Lets look at the code. If x is not a register variable then you get this for the first one (in Think C):
Move.B nnnn(A6),D0
Add.B D0,nnnn(A6)
and you get this for the second one:
Move.B nnnn(A6),D0
Add.B D0,D0
Move.B D0,nnnn(A6)
So, as you can see the first one, x += x, is better. However, if x is a register variable then the first one generates:
Move.B D7,D0
Add.B D0,D0
Move.B D0,D7
and the second one generates:
Add.B D7,D7
And now the second one, x <<= 1, is clearly better. Dont ask me why (cause I dont know) but if it bothers you like it does me then write a letter to the Think implementors.
ONE FINAL EXAMPLE
Now that Ive covered several C optimization tricks, lets look at an example I encountered last week. Listing 6 of the Principia Off-Screen tech note builds a color table from scratch:
/* 12*/
#define kNumColors 256
CTabHandlenewColors;
short index;
/* Allocate memory for the color table */
newColors = (CTabHandle)
NewHandleClear(sizeof(ColorTable) +
sizeof(ColorSpec) * (kNumColors - 1));
if (newColors != nil) {
(**newColors).ctSeed = GetCTSeed();
(**newColors).ctFlags = 0;
(**newColors).ctSize = kNumColors - 1;
/* Initialize the table of colors */
for (index = 0;
index < kNumColors; index++) {
(**newColors).ctTable[index].value
= index;
(**newColors).ctTable[index].rgb.
red = someRedValue;
(**newColors).ctTable[index].rgb.
green = someGreenValue;
(**newColors).ctTable[index].rgb.
blue = someBlueValue;
}
}
Whats inefficient about it? For starters, its a little wasteful to clear all of the bytes with NewHandleClear since the code then proceeds to set every byte in the structure to some known value. Second, its wasteful to dereference the newColors handle every time a field of the color table is referenced. Nothing in that code except for the NewHandleClear call is going to move memory so, at a minimum, we should dereference the handle once and use a pointer to the block. Third, the evil square brackets array indexing is used in a place where a post-incrementing pointer would do. Forth, a for loop is used where a do-while will suffice.

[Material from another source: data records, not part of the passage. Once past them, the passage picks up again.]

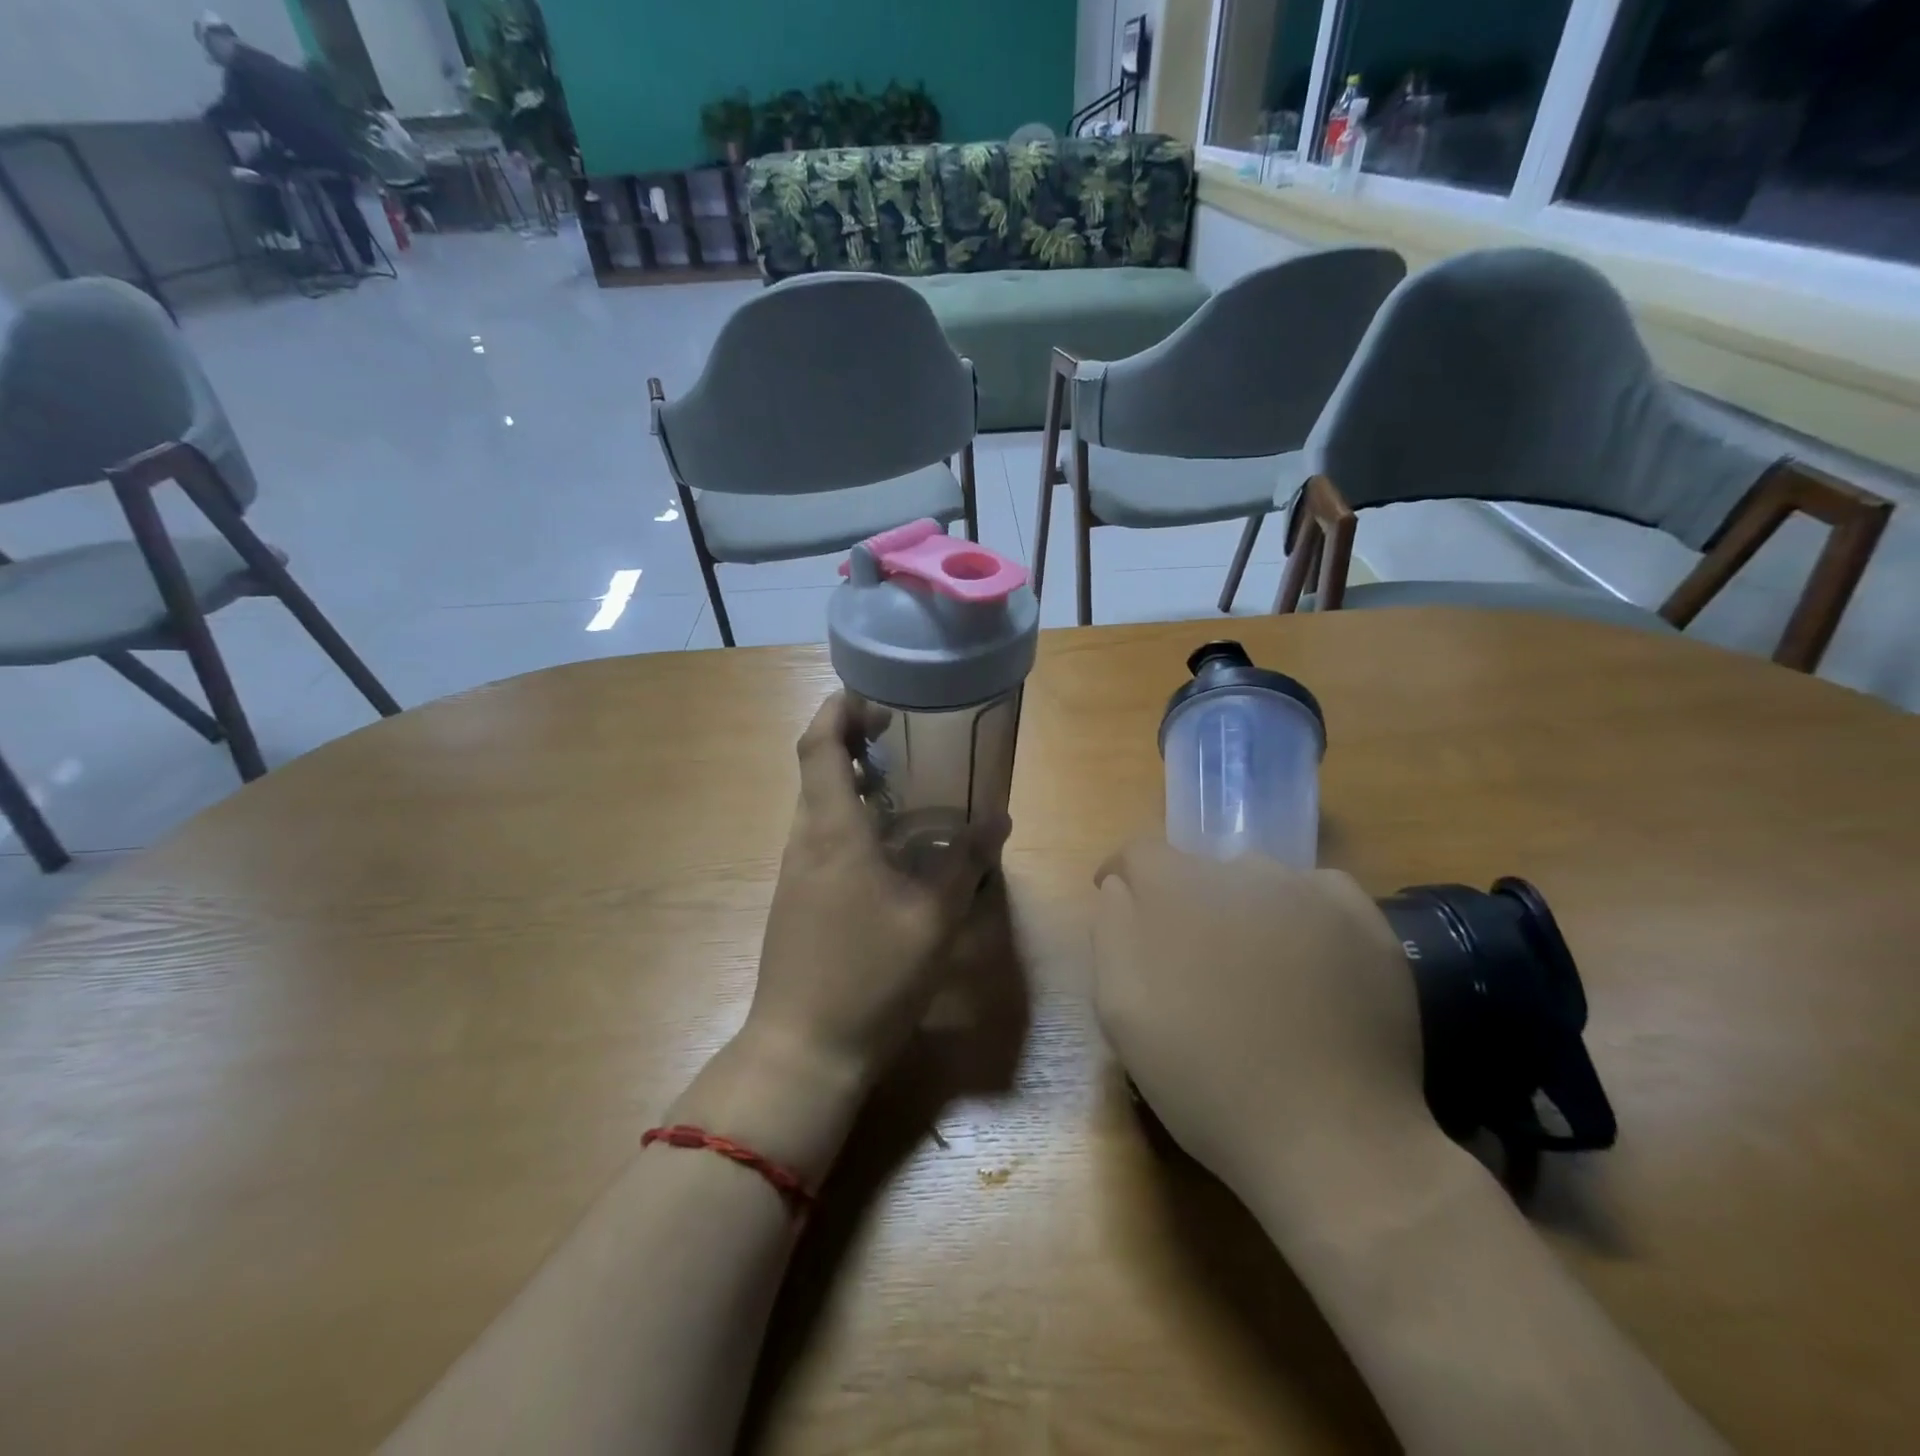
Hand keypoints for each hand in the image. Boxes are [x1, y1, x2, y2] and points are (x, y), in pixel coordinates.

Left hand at [746, 693, 1009, 1089]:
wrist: (803, 1050)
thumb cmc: (869, 976)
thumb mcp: (932, 920)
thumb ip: (964, 864)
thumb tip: (997, 819)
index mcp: (832, 831)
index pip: (818, 745)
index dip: (839, 709)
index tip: (875, 696)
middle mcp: (805, 840)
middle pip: (816, 768)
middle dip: (852, 739)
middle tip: (903, 734)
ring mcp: (797, 871)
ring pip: (819, 804)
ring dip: (853, 780)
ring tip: (906, 783)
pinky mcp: (798, 897)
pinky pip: (822, 837)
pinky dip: (852, 818)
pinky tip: (891, 844)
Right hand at [1093, 840, 1432, 1215]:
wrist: (1331, 1138)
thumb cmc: (1206, 1078)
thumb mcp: (1122, 1009)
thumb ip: (1112, 931)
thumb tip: (1119, 887)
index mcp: (1178, 890)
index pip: (1140, 852)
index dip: (1123, 876)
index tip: (1120, 905)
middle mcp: (1244, 871)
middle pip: (1199, 869)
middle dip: (1185, 903)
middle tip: (1192, 962)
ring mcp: (1311, 892)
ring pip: (1258, 881)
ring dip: (1242, 909)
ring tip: (1252, 971)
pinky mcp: (1364, 921)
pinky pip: (1317, 894)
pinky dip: (1301, 915)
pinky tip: (1307, 965)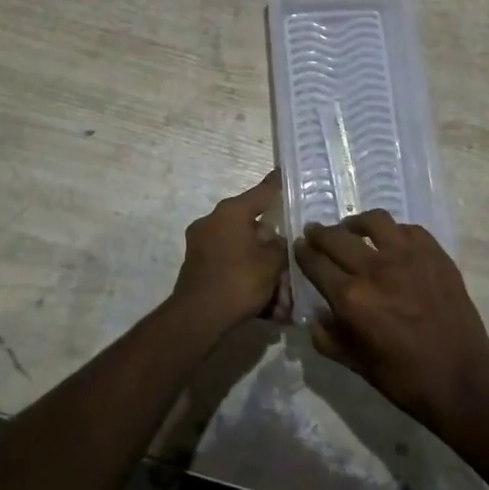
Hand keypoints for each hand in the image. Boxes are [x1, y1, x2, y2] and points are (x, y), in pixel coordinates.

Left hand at [171, 172, 289, 329]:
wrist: (198, 318)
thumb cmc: (239, 280)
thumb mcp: (272, 262)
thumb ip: (281, 246)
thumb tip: (278, 241)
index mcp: (231, 212)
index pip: (262, 192)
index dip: (277, 184)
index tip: (284, 171)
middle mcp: (213, 221)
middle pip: (253, 228)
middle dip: (273, 249)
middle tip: (290, 265)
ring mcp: (202, 245)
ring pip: (243, 252)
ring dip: (262, 270)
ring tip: (282, 299)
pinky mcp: (198, 268)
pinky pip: (231, 267)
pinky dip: (247, 280)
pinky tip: (267, 307)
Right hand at [294, 212, 488, 430]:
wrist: (462, 379)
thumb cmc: (405, 379)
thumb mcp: (357, 365)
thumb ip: (328, 338)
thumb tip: (315, 316)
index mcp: (351, 298)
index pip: (316, 263)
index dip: (303, 252)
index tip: (299, 246)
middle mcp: (375, 269)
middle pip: (337, 237)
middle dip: (320, 233)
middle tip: (315, 232)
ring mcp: (408, 256)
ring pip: (374, 221)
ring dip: (356, 223)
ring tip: (353, 228)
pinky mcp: (434, 253)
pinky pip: (408, 229)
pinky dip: (394, 232)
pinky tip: (392, 241)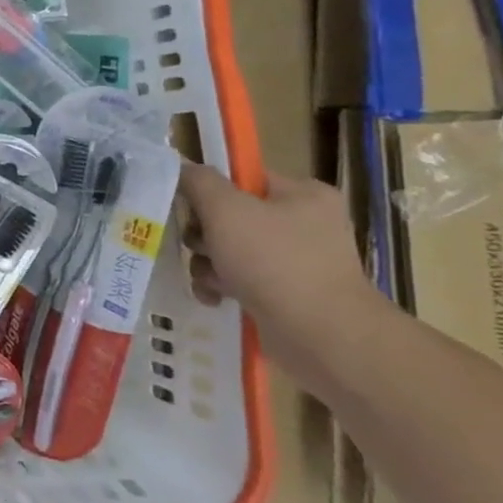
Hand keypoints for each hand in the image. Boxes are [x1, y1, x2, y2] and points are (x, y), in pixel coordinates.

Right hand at [178, 163, 381, 376]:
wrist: (321, 334)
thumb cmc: (274, 261)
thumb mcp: (226, 210)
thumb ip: (198, 182)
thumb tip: (182, 167)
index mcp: (302, 194)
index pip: (241, 180)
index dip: (209, 193)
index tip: (189, 210)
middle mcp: (305, 223)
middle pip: (230, 216)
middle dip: (204, 236)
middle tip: (200, 247)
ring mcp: (298, 260)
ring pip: (229, 250)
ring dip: (208, 264)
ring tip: (211, 280)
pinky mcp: (287, 293)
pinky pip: (239, 279)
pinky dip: (221, 287)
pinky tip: (215, 298)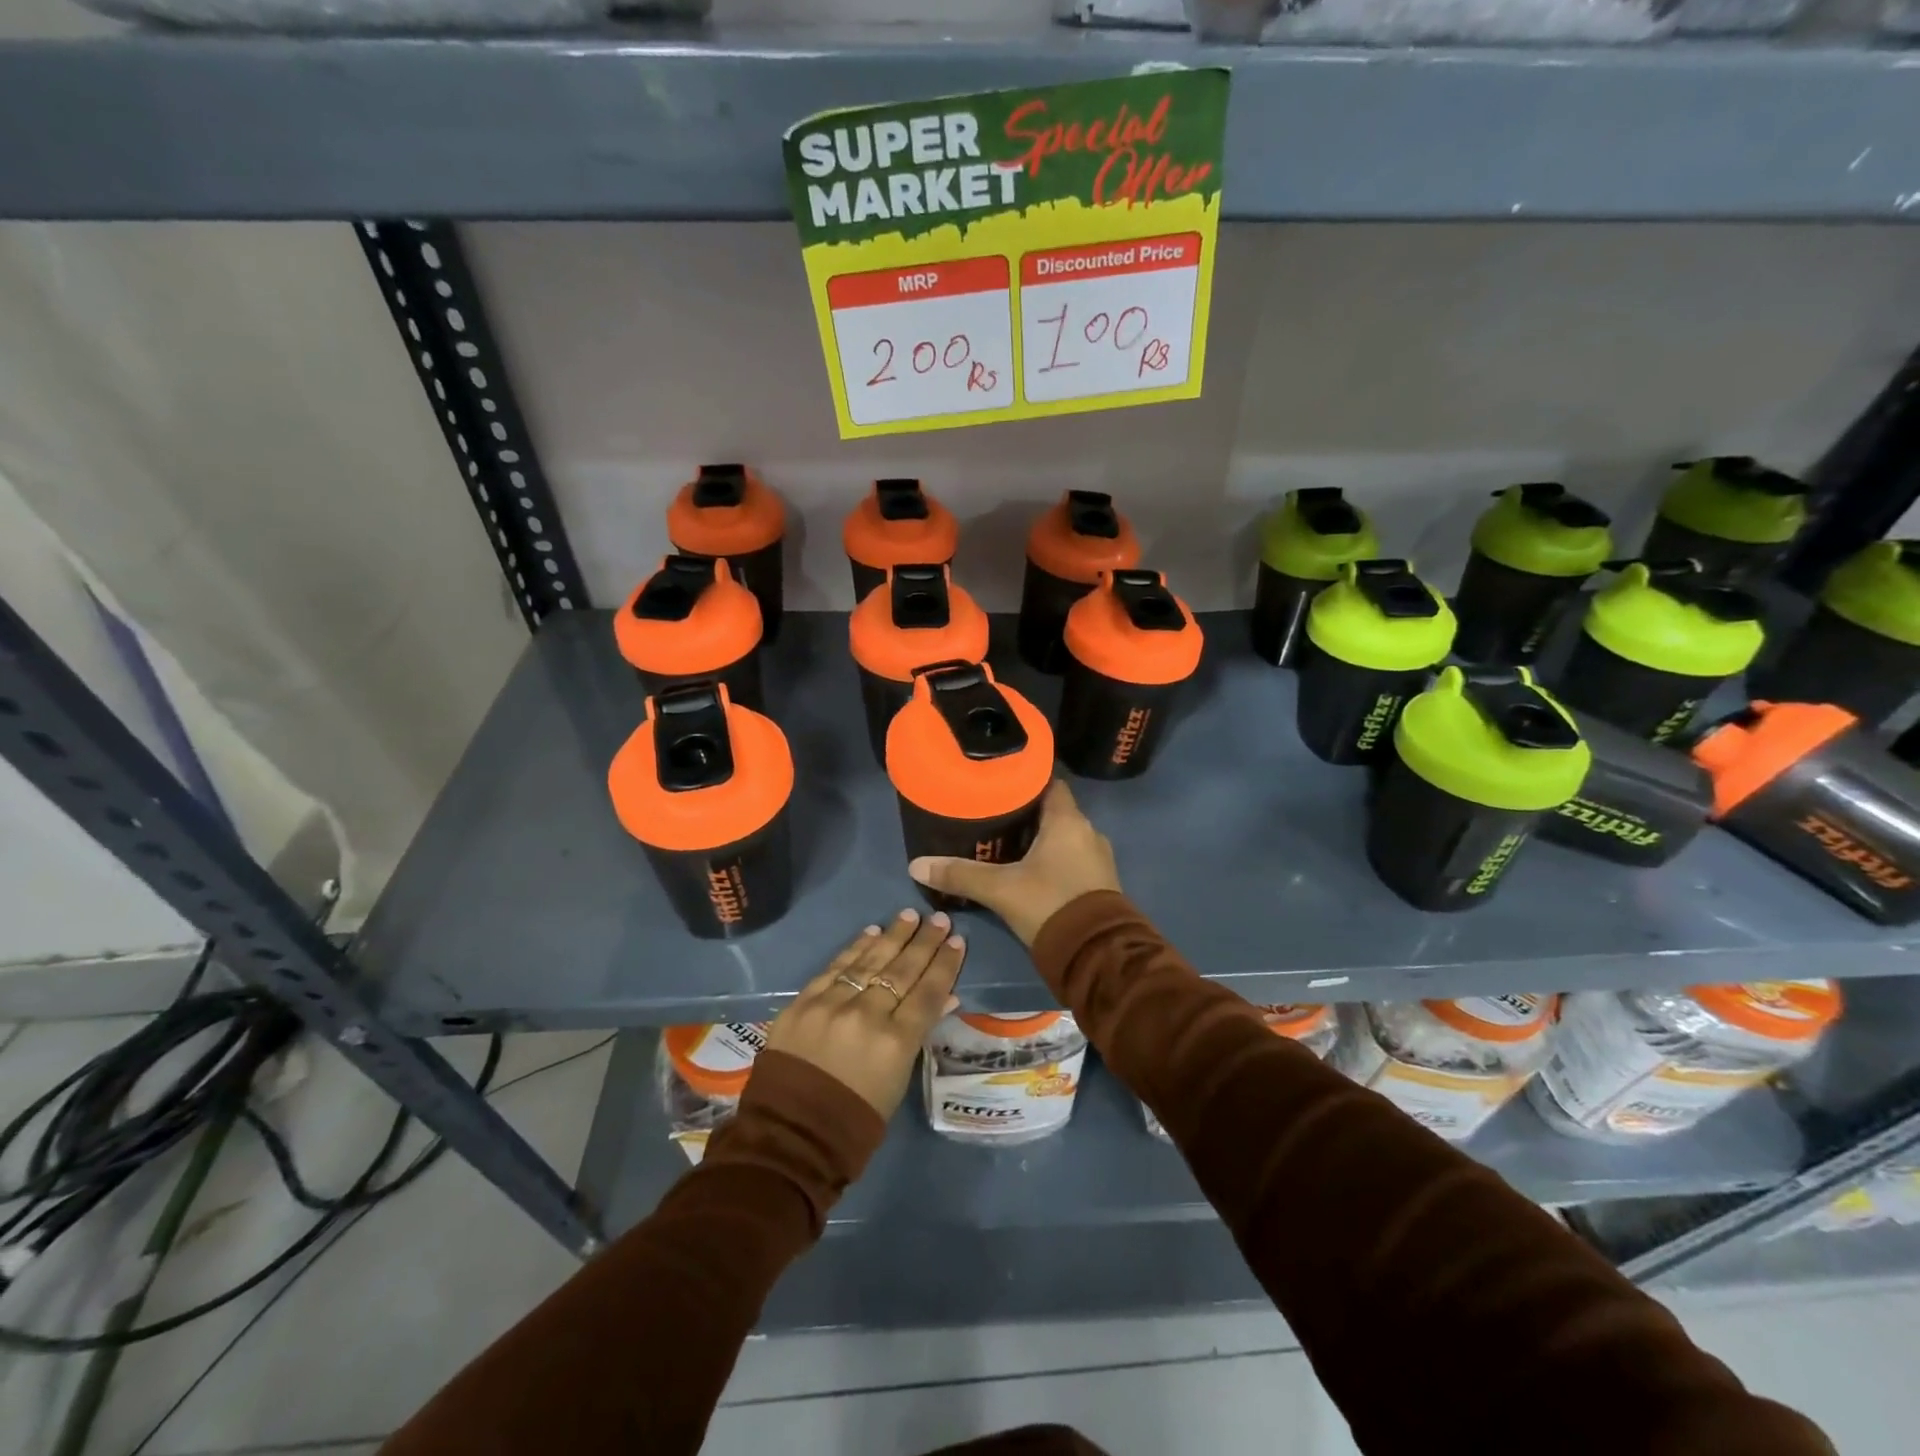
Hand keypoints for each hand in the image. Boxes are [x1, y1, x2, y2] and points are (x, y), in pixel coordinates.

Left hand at [763, 908, 965, 1118]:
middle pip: (902, 970)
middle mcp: (866, 1015)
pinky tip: (871, 933)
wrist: (791, 1135)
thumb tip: (946, 998)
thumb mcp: (898, 1080)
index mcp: (895, 1042)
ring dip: (893, 936)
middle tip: (940, 920)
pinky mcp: (802, 1003)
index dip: (945, 965)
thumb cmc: (855, 1119)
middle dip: (924, 942)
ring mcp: (831, 1005)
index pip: (928, 992)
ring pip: (869, 961)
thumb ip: (918, 1034)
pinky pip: (834, 968)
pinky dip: (854, 949)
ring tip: (910, 916)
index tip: (957, 941)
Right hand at [908, 780, 1120, 946]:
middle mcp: (1088, 831)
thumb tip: (916, 865)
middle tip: (992, 817)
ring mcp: (1098, 858)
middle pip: (1053, 811)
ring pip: (1064, 837)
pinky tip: (1029, 870)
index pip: (1050, 784)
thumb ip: (960, 874)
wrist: (1097, 955)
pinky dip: (1053, 859)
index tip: (1000, 785)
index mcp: (1068, 820)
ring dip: (1040, 839)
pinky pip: (1073, 858)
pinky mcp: (1100, 882)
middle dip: (1026, 814)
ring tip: (1006, 844)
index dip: (1026, 781)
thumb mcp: (1000, 889)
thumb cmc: (1049, 905)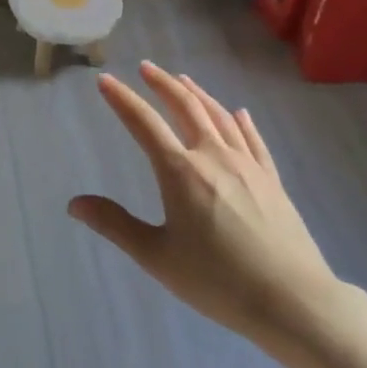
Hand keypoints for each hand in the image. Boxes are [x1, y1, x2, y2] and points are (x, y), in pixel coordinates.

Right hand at [69, 62, 345, 350]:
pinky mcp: (272, 179)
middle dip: (162, 84)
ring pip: (220, 116)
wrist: (292, 299)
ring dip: (198, 94)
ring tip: (183, 80)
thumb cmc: (217, 280)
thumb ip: (115, 224)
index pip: (144, 124)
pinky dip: (241, 121)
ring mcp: (247, 165)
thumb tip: (74, 204)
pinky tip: (239, 113)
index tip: (105, 80)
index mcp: (180, 172)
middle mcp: (213, 156)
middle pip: (186, 107)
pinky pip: (253, 139)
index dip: (122, 100)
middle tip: (145, 67)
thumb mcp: (157, 256)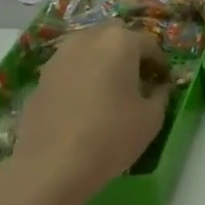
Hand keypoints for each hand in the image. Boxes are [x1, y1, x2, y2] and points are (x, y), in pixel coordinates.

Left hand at [0, 24, 170, 204]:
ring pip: (88, 49)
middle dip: (128, 53)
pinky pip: (69, 69)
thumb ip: (160, 95)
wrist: (50, 167)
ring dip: (101, 62)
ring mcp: (60, 56)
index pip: (149, 44)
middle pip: (115, 37)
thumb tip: (157, 88)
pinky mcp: (40, 78)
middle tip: (135, 80)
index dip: (160, 64)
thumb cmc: (110, 136)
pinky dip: (80, 78)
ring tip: (107, 91)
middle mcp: (88, 39)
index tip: (163, 83)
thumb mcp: (151, 119)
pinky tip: (82, 105)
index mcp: (120, 41)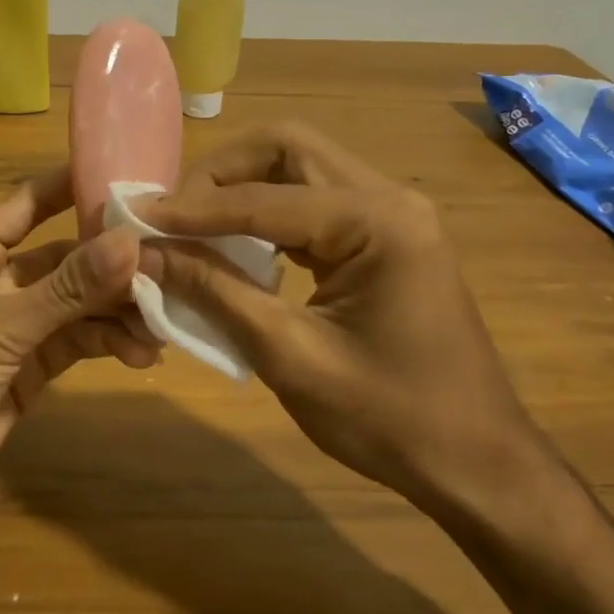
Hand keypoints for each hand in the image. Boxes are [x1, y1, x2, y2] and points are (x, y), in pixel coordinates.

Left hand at [0, 166, 158, 535]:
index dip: (75, 188)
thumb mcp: (0, 324)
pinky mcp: (29, 369)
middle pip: (65, 259)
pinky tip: (141, 353)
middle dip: (112, 264)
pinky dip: (107, 344)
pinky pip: (76, 343)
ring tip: (161, 321)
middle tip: (168, 266)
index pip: (30, 204)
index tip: (132, 178)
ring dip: (116, 310)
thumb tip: (131, 242)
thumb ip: (68, 288)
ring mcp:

Heres a more efficient version of the same code that fixes all of these problems:
/* 13 */
#define kNumColors 256
CTabHandlenewColorsHndl;
CTabPtr newColorsPtr;
short index, *p;
/* Allocate memory for the color table */
newColorsHndl = (CTabHandle) NewHandle(sizeof(ColorTable) +
sizeof(ColorSpec) * (kNumColors - 1));
if (newColorsHndl != nil) {
newColorsPtr = *newColorsHndl;
newColorsPtr->ctSeed = GetCTSeed();
newColorsPtr->ctFlags = 0;
newColorsPtr->ctSize = kNumColors - 1;
/* Initialize the table of colors */
p = (short *) newColorsPtr->ctTable;
index = 0;
do {
*p++ = index; /* value */
*p++ = someRedValue;
*p++ = someGreenValue;
*p++ = someBlueValue;
} while (++index < kNumColors);
}
Now, to be fair, Im sure the authors of that tech note wrote the code the way they did so that it would be clear to as many people as possible. After all, it is for instructional purposes. So please dont flame me for picking on them; with the exception of the inefficiencies in the example code, I happen to like that tech note a lot.
WRAPPING IT UP
Many Mac programmers Ive met have the impression that if youre programming in a high level language like C that many of the known assembly language peephole optimizations dont apply or cant be achieved because the compilers code generation is out of your control. While thats true for some of the low-level tricks, its certainly not true for all of them, as we have seen. Its just a matter of getting to know your compiler better so that you can coerce it to generate the optimal set of instructions. But if youre writing portable code, these types of CPU-dependent and compiler-dependent optimizations should probably not be used except in the 5% of your code that occupies 80% of the execution time (and even then youre probably going to want a per-CPU and per-compiler #ifdef so that you get optimal results on all CPUs and with all compilers).